# Baring teeth



## DanaRuns (Sep 29, 2012)

Yes, this is abnormal behavior. Your puppy is afraid you're going to hurt him. Also when he comes to you, rolling over and wagging his tail is sometimes submissive behavior. He comes, but he's nervous, so he rolls over and wags his tail to tell you he is no threat.

Are you too rough with him? Have you ever hit him?


----------



## Jillians2211 (Dec 2, 2019)

I have never hit him, and I am don’t even play rough with him. I’m very gentle when I handle him, always. I honestly don’t think he is scared of me at all.


----------



## DanaRuns (Sep 29, 2012)

Maybe it's play, I don't know. But baring teeth is usually a warning.


----------



## Prism Goldens (May 27, 2011)

I'm wondering if he is a smiler- I have a girl whose grandmother is a smiler, and when she was young I noticed she too smiled at play.. so I did as her grandmom's owner did and gave her a signal for it, and now she smiles on command.


----------



## jeffscott947 (Jun 9, 2019)

Is it possible that he is "smiling"? My Golden Puppy smiles alot.


From the net:


----------



## puddles everywhere (May 13, 2016)

I'm with Dana on the submissive behavior on the approach. But I also had a golden that smiled. She was a rescue and no one would go near her.. this was my 1st golden. She curled that lip up and I just giggled and asked if she wanted to come home with me. Sweet precious Annie was by my side every minute for the next 5 yrs before her liver shut down. 

At 9 weeks this pup has only been at your house about a week, they have lost everything that is familiar, their siblings and their entire support group. The world is very overwhelming, the lip curl may just be a part of the "I'm nervous" body language she is already showing you. I prefer to see a more confident, strong willed pup but with a little help, she will become more comfortable.

When you call her to you try squatting down and have a treat. Be positive but not over nurturing when she is rolling over. Let her get back up on all 4's then go crazy to see her. You want to reward the positive not encourage the frightened. Help all her new events be very positive to help build some confidence.


----------



## Maggie'sVoice (Apr 4, 2018)

I've also had a couple goldens who would smile. Maggie likes to bare teeth when we play with her paws. I try to grab them and she's fat with pulling them away. Then she'll last down and stretch out her front legs to new like go ahead and try and touch them with teeth bared. It's hysterical and if I lay my hand out she bares teeth Anna paws my hand hard and leaves it there like ok you can have my paw. And when done, she give me both paws so I can handle then and she's normal like we didn't even play.

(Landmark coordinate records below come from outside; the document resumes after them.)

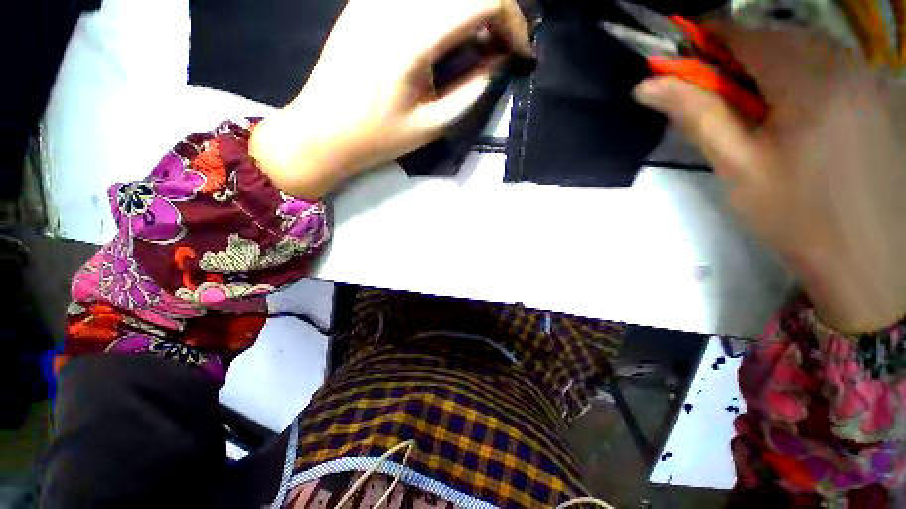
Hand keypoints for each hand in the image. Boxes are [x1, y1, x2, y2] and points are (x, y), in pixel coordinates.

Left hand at [250, 0, 530, 199]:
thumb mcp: (433, 125)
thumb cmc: (378, 137)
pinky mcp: (367, 1)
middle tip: (502, 49)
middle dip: (497, 13)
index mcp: (413, 37)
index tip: (521, 52)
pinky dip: (445, 10)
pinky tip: (447, 37)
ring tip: (479, 45)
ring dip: (471, 11)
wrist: (323, 131)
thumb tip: (500, 61)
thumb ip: (473, 89)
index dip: (514, 21)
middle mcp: (394, 3)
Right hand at [633, 26, 905, 332]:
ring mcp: (868, 75)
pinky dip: (801, 79)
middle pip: (774, 37)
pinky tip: (797, 117)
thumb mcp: (736, 165)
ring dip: (769, 72)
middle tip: (720, 106)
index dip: (704, 44)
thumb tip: (647, 86)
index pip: (742, 33)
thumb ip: (696, 115)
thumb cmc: (796, 215)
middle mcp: (844, 62)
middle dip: (737, 62)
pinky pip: (829, 65)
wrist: (866, 259)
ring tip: (759, 117)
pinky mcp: (879, 93)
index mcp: (807, 78)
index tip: (680, 70)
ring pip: (802, 49)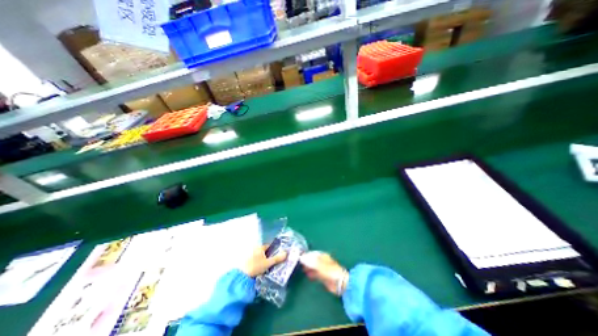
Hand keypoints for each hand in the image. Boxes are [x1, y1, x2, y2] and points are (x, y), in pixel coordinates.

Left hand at [240, 245, 286, 276]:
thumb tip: (286, 253)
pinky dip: (257, 262)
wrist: (241, 276)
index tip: (277, 254)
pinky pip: (254, 259)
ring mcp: (249, 254)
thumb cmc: (255, 267)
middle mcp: (254, 248)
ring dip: (262, 259)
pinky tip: (258, 268)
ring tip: (266, 266)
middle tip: (272, 261)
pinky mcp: (245, 260)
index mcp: (260, 247)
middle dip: (268, 255)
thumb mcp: (268, 263)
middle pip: (264, 250)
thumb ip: (277, 258)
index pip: (269, 246)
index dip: (273, 249)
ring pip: (259, 255)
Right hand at [302, 250, 347, 295]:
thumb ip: (310, 262)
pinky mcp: (323, 276)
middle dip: (306, 261)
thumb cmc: (330, 271)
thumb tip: (301, 258)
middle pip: (312, 260)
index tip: (299, 257)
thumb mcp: (320, 265)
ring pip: (313, 267)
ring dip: (308, 267)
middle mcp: (322, 261)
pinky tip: (307, 275)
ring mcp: (323, 269)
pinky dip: (311, 273)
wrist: (340, 283)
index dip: (306, 255)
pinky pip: (315, 273)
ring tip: (301, 269)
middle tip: (298, 263)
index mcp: (322, 256)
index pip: (312, 254)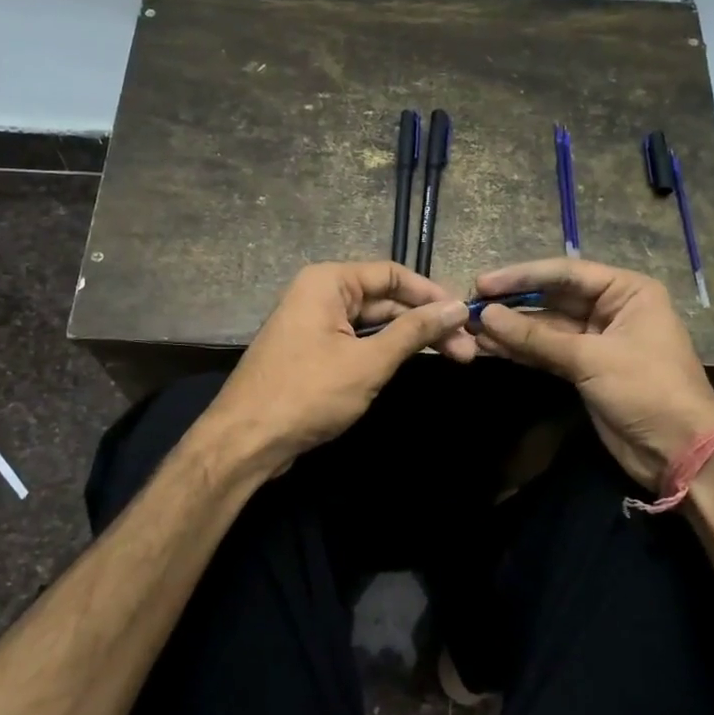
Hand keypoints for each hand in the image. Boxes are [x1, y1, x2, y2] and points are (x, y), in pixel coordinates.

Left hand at [198, 262, 473, 475]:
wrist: (247, 441)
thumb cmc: (308, 393)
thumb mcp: (368, 361)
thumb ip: (414, 331)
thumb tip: (457, 307)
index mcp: (328, 282)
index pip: (392, 273)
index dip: (431, 293)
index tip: (465, 315)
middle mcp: (319, 294)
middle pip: (385, 299)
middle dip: (426, 321)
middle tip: (467, 348)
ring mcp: (314, 325)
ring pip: (373, 324)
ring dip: (410, 339)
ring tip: (454, 357)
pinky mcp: (313, 353)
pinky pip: (357, 342)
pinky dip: (386, 351)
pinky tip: (414, 363)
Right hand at [471, 258, 713, 489]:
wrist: (679, 452)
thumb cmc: (646, 389)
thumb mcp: (591, 359)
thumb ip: (536, 337)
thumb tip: (486, 316)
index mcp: (626, 291)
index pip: (565, 273)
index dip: (521, 277)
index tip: (482, 283)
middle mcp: (611, 309)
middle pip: (553, 299)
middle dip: (512, 305)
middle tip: (470, 308)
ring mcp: (597, 340)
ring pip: (546, 328)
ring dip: (511, 330)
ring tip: (471, 331)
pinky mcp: (585, 369)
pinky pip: (547, 352)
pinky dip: (521, 351)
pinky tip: (490, 348)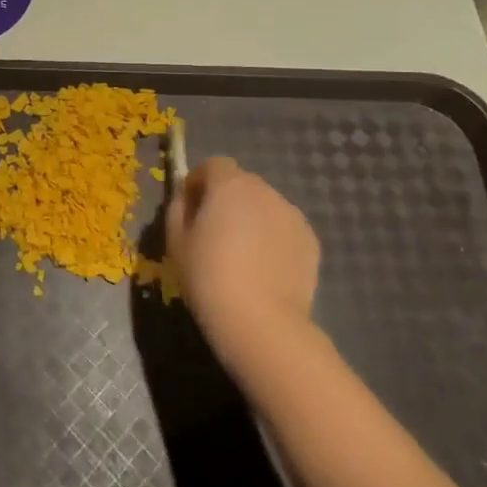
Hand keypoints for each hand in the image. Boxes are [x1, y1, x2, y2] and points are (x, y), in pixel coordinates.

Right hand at [166, 157, 321, 370]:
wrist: (260, 321)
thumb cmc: (208, 277)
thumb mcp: (175, 241)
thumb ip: (178, 209)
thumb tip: (186, 198)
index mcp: (229, 185)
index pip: (213, 164)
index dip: (199, 181)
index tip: (190, 207)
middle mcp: (264, 191)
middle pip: (241, 183)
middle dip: (226, 199)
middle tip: (214, 234)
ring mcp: (292, 215)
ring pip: (264, 206)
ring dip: (251, 218)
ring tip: (241, 255)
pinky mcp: (310, 240)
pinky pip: (283, 228)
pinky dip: (272, 239)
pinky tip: (263, 269)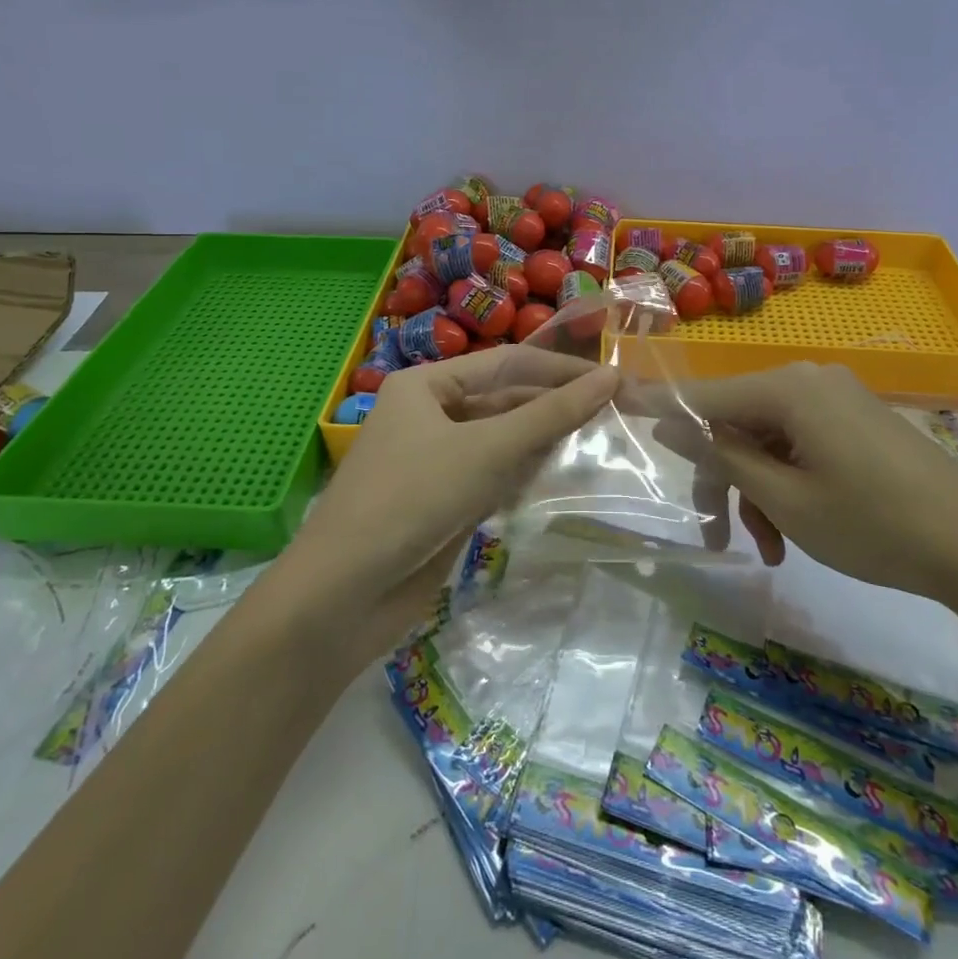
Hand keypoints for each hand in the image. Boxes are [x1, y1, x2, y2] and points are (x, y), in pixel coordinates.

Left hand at [270, 347, 618, 656]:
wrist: (343, 595)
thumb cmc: (413, 499)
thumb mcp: (488, 450)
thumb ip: (552, 414)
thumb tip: (611, 377)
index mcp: (426, 385)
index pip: (507, 363)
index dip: (560, 369)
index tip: (613, 379)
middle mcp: (428, 414)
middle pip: (503, 401)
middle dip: (552, 409)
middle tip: (613, 415)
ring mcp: (434, 460)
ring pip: (500, 440)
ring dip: (540, 444)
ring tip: (595, 443)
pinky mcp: (441, 501)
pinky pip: (491, 476)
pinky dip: (521, 476)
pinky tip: (553, 480)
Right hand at [650, 362, 957, 606]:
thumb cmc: (873, 524)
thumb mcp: (785, 499)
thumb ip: (722, 456)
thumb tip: (669, 422)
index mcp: (787, 388)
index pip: (704, 395)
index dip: (658, 406)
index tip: (615, 405)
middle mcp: (808, 379)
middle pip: (737, 422)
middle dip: (722, 479)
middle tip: (717, 535)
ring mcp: (836, 397)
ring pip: (768, 438)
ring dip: (756, 490)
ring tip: (769, 548)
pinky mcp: (855, 419)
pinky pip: (800, 442)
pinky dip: (786, 481)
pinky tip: (793, 531)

Some dogs like to play barring teeth like this. As long as there's nothing aggressive then I wouldn't worry about it. Just make sure you teach the enough or calm commands so they know when play is over.


----------



## Tagrenine (Aug 20, 2019)

Jillians2211 said:


> My pup can be oh so sweet, he runs to me when I call him and rolls on his back- tailing wagging- letting me scratch his belly. If he has something he shouldn’t, he lets me take it from him, without issue. He lets me hand feed him and takes food and treats very sweetly. But when he is playing, or when he gets hyper he growls and bares his teeth. If I touch him when he is being playful he sometimes bares his teeth at me too. Now, maybe I am being overly sensitive, but I am just wondering if this abnormal behavior? Should I be concerned or is this normal? Thank you for your opinions and advice.
> 
> (Pup is 9 weeks and 5 days old. I got him at 8 weeks)


I have a BC pup that came from working stock dog lines, she is a very drivey dog, and as a puppy, she got overaroused very easily. If she were running around, or playing and was too excited and I touched her, she would growl and bare her teeth. Now in this case, once she realized that it was me, she stopped growling/baring her teeth immediately. I would let her go back to playing. 

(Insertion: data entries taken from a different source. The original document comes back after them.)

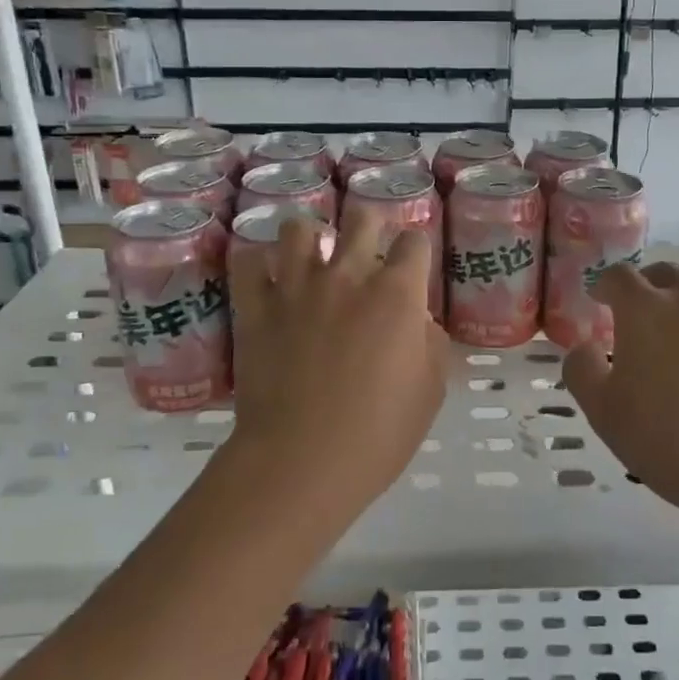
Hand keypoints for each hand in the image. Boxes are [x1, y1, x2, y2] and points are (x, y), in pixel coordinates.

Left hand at [222, 217, 447, 519]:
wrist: (302, 461)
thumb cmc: (378, 433)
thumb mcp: (430, 391)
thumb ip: (431, 343)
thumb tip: (417, 321)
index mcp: (396, 294)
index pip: (415, 242)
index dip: (417, 250)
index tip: (412, 267)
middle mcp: (347, 275)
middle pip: (361, 218)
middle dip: (369, 226)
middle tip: (367, 251)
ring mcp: (296, 287)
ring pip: (299, 228)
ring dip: (311, 238)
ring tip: (313, 258)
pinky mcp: (255, 307)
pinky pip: (247, 262)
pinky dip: (258, 264)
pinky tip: (268, 279)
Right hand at [562, 263, 678, 534]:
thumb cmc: (670, 441)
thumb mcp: (603, 413)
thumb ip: (582, 370)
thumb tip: (585, 346)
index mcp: (645, 310)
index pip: (618, 276)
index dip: (606, 285)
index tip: (602, 299)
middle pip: (666, 274)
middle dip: (650, 288)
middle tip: (647, 317)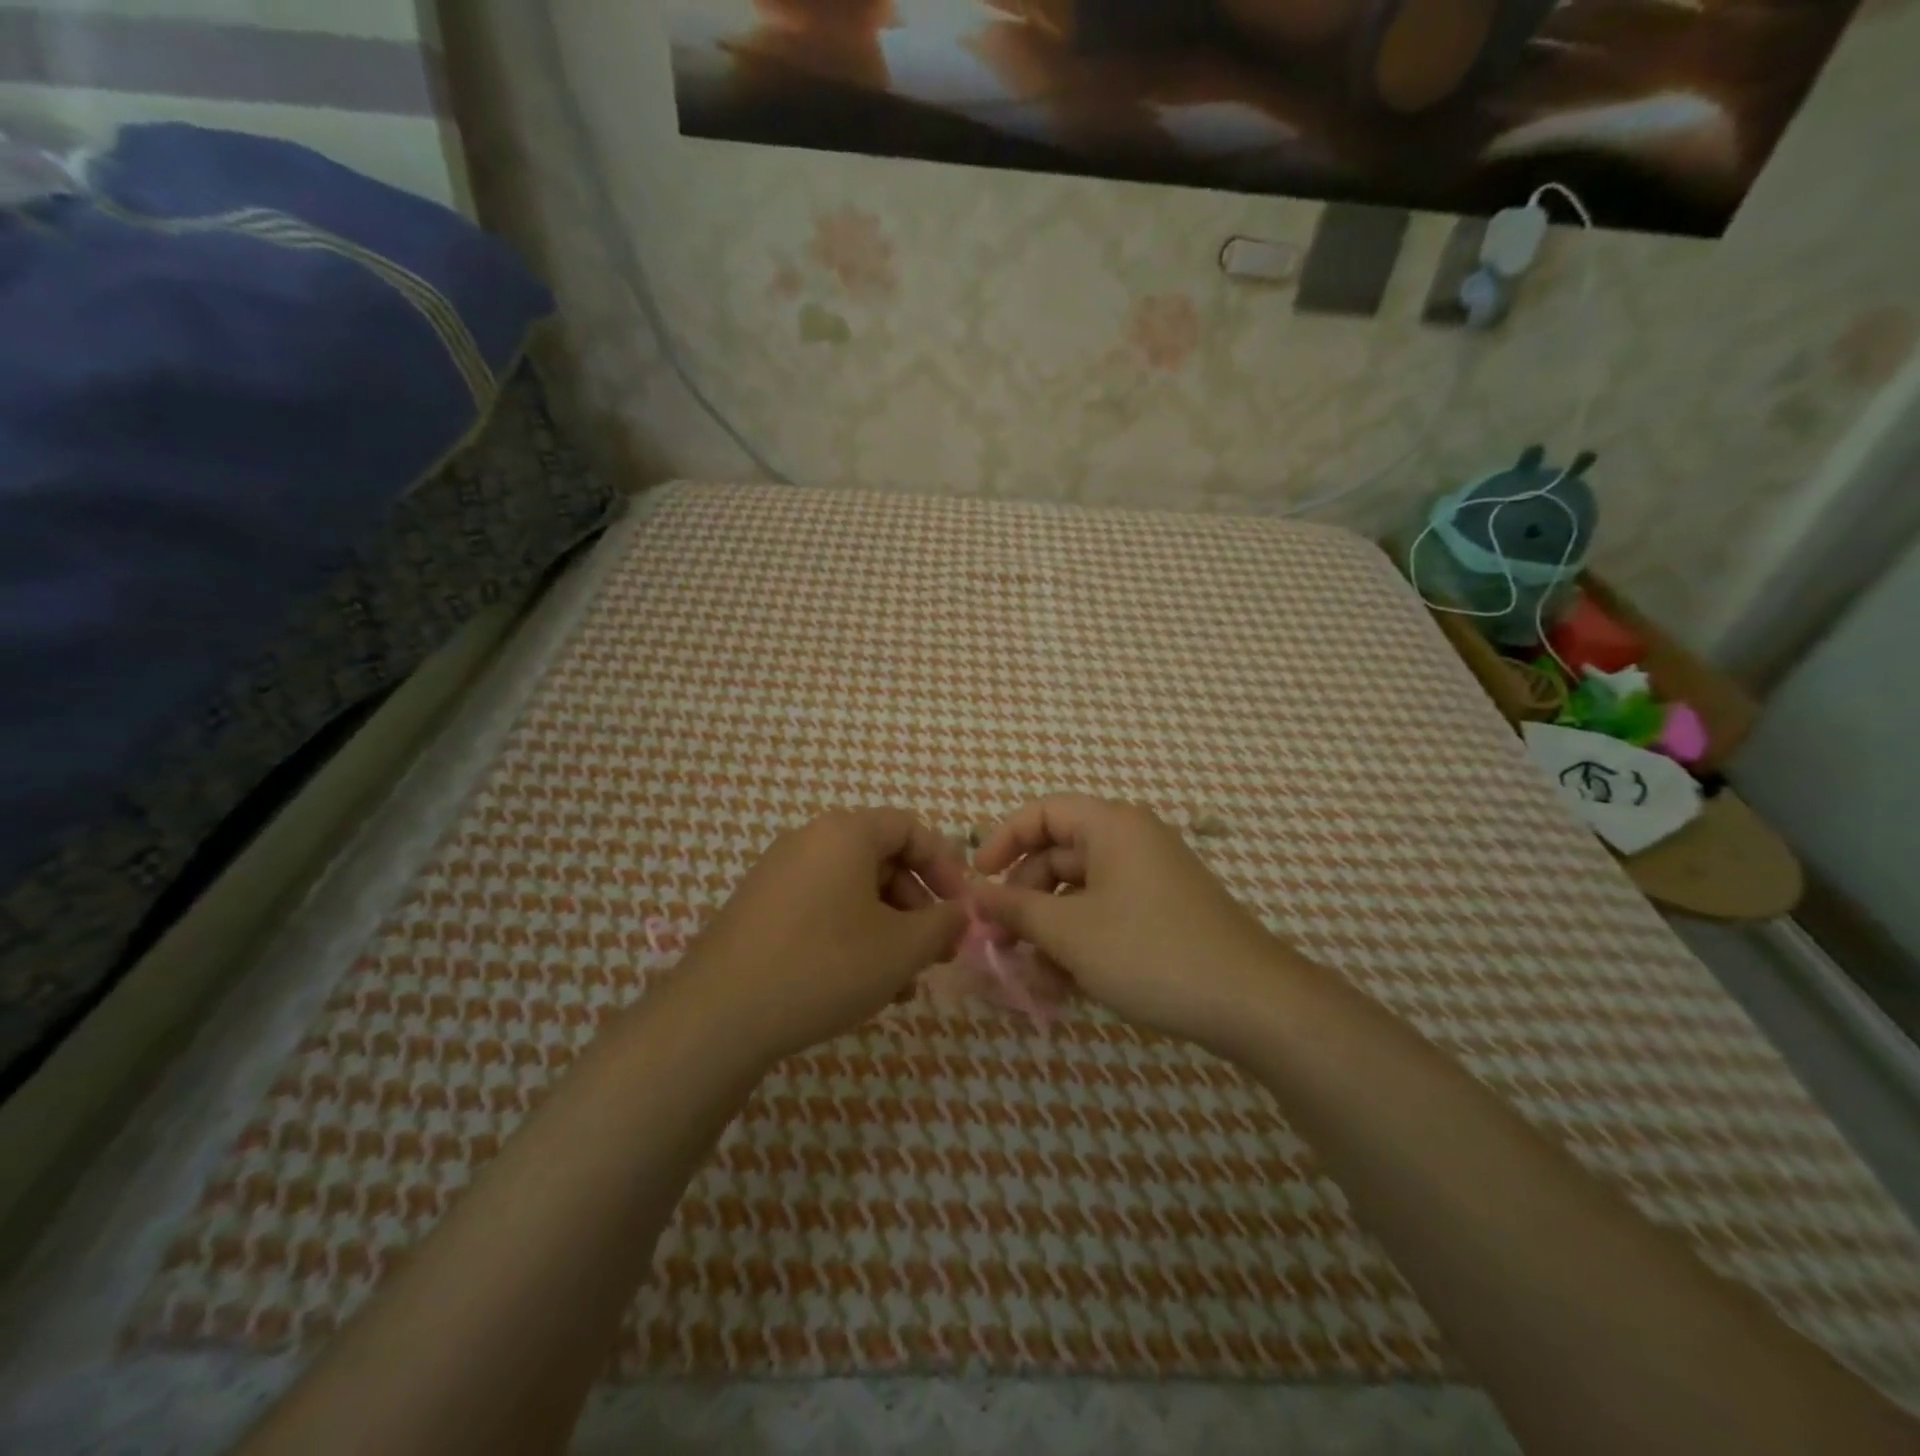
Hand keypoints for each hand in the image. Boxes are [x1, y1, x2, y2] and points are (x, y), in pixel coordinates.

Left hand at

Your pup may not be over aroused, but touch can be very stimulating to a puppy that's worked up . I agree with everyone else's comments, this does not sound like an aggressive puppy, but maybe a puppy with little emotional control and that gets overaroused easy. 

My puppy grew out of this behavior as her impulse control developed.


----------



## ceegee (Mar 26, 2015)

My Duster, who is the kindest and most gentle dog on the planet, has always played like this, crinkling his nose and baring his teeth. He's 4 years old now and still does it. With him, it's very obvious that it is a play behaviour - it's usually accompanied by play bows, growling, pouncing or batting with his paws. He does it with humans and with other dogs, only when playing, and it's very cute. 

A friend of mine has a Golden who is a "smiler". People who don't know her would think she was being aggressive, but it's just what she does when meeting or interacting with humans. I used to have a border collie, many decades ago, that did the same thing. 



To the OP: it's difficult to say what your pup's behaviour might be without actually seeing it.


----------



## Charliethree (Jul 18, 2010)

Jillians2211 said:


> My pup can be oh so sweet, he runs to me when I call him and rolls on his back- tailing wagging- letting me scratch his belly. If he has something he shouldn’t, he lets me take it from him, without issue. He lets me hand feed him and takes food and treats very sweetly. But when he is playing, or when he gets hyper he growls and bares his teeth. If I touch him when he is being playful he sometimes bares his teeth at me too. Now, maybe I am being overly sensitive, but I am just wondering if this abnormal behavior? Should I be concerned or is this normal? Thank you for your opinions and advice.
> 
> (Pup is 9 weeks and 5 days old. I got him at 8 weeks)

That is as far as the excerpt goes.